残阳如血,铺洒在层层叠叠的云海上,将这座万古仙山染成了一片肃杀的暗金。
今日的落日似乎格外仓皇,仿佛连那亘古不变的大日,也被那个站在通天台上弯弓射落金乌的身影吓破了胆,早早地便想沉入西山。
天字三号别院。
这里是玄天城的驻地,也是如今整个昆仑虚最受瞩目的地方。
就在两个时辰前,这里还是门可罗雀,路过的修士甚至会刻意绕道,生怕沾染了那股未开化的穷酸气。
而现在,这里却成了整个修仙界最喧嚣的闹市。
“青州裂天剑派掌门,携千年雪参一株,求见李城主!”
“丹鼎宗长老,奉极品疗伤丹药三瓶,特来拜会!”
“散修盟……”
别院那扇朱漆大门外,早已被围得水泄不通。
无数平日里高高在上、甚至在第一轮试炼时对玄天城冷嘲热讽的宗门长老、世家家主,此刻正手里捧着重礼,脸上堆满了谦卑而热切的笑容,翘首以盼。
这就是洪荒。
这就是修仙界最赤裸的生存法则:
你弱时,你是蝼蚁,是草芥,谁都可以上来踩一脚,还要嫌你脏了鞋。
你强时,你是真龙,是神明,放个屁都是香的,无数人争着要来给你提鞋。
“吱呀。

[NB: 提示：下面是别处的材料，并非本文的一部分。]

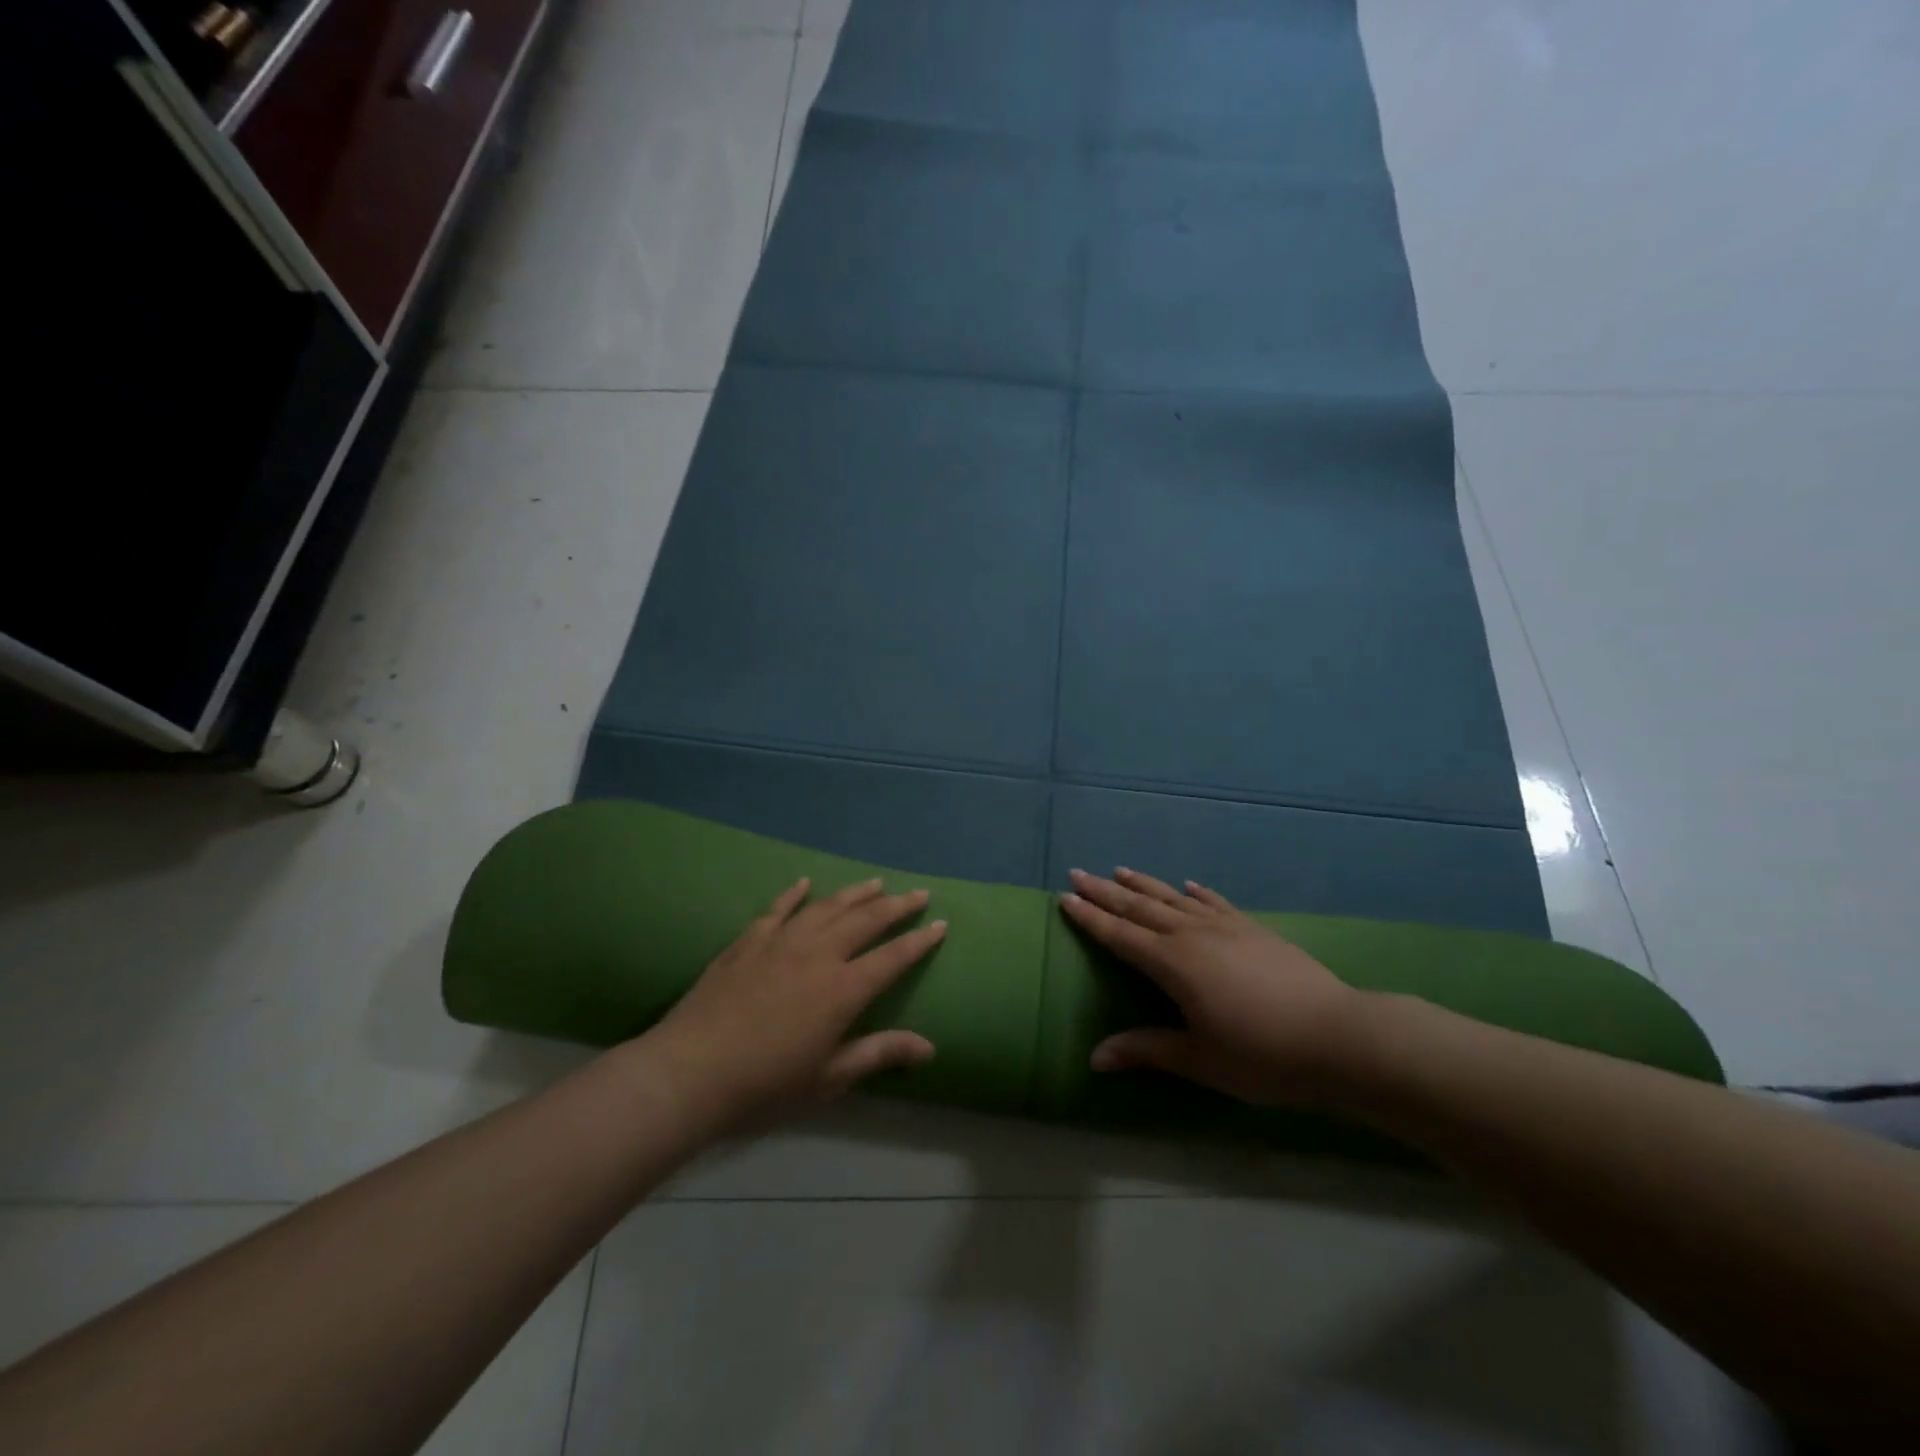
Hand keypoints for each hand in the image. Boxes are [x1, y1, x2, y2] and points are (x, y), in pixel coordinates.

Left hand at [644, 877, 944, 1130]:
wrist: (691, 1072)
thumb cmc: (767, 1083)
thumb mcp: (830, 1077)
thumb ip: (879, 1054)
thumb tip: (930, 1048)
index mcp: (843, 989)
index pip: (892, 957)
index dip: (919, 940)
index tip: (939, 923)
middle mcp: (818, 954)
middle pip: (865, 920)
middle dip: (896, 905)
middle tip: (917, 893)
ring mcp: (781, 942)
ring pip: (826, 907)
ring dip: (854, 893)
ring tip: (875, 883)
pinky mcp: (748, 942)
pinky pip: (777, 909)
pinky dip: (794, 894)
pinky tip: (805, 883)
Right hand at [1062, 867, 1368, 1106]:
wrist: (1338, 1037)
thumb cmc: (1262, 1055)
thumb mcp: (1200, 1060)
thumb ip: (1146, 1050)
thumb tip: (1094, 1058)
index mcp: (1172, 964)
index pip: (1120, 936)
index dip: (1090, 918)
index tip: (1065, 897)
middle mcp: (1193, 935)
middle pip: (1140, 908)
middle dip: (1106, 892)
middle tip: (1078, 873)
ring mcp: (1226, 927)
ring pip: (1174, 898)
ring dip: (1144, 884)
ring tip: (1121, 869)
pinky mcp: (1254, 929)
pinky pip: (1215, 902)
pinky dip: (1197, 891)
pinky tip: (1188, 884)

”
紧闭的大门终于打开了一条缝。
喧闹的人群瞬间安静下来,所有人都在整理衣冠,试图给那位传说中的射日狠人留下一个好印象。
然而,走出来的不是李玄。
甚至不是那三十六个体修中的任何一个。
走出来的,是一个女子。
沈如霜穿着一身洗得发白的青色布裙,手里依旧拿着那本厚厚的账本。
她的脸色有些苍白,但眼神却冷得像这昆仑山顶不化的积雪。
她站在高高的门槛内,居高临下地看着外面这群衣冠楚楚的修士。
“李城主有令。”
“累了,不见客。”
“这……”
人群中一阵骚动。一名身穿锦袍的中年修士挤上前来,脸上挂着讨好的笑:“沈管家,在下是黑水域的……”
“我记得你。”
沈如霜打断了他,目光落在他那张堆满笑容的脸上:
“第一轮试炼前,在盘口下注时,你说玄天城是一群赶着投胎的泥腿子。你还说,李玄若是能活过第一轮,你就把赌桌吃了。”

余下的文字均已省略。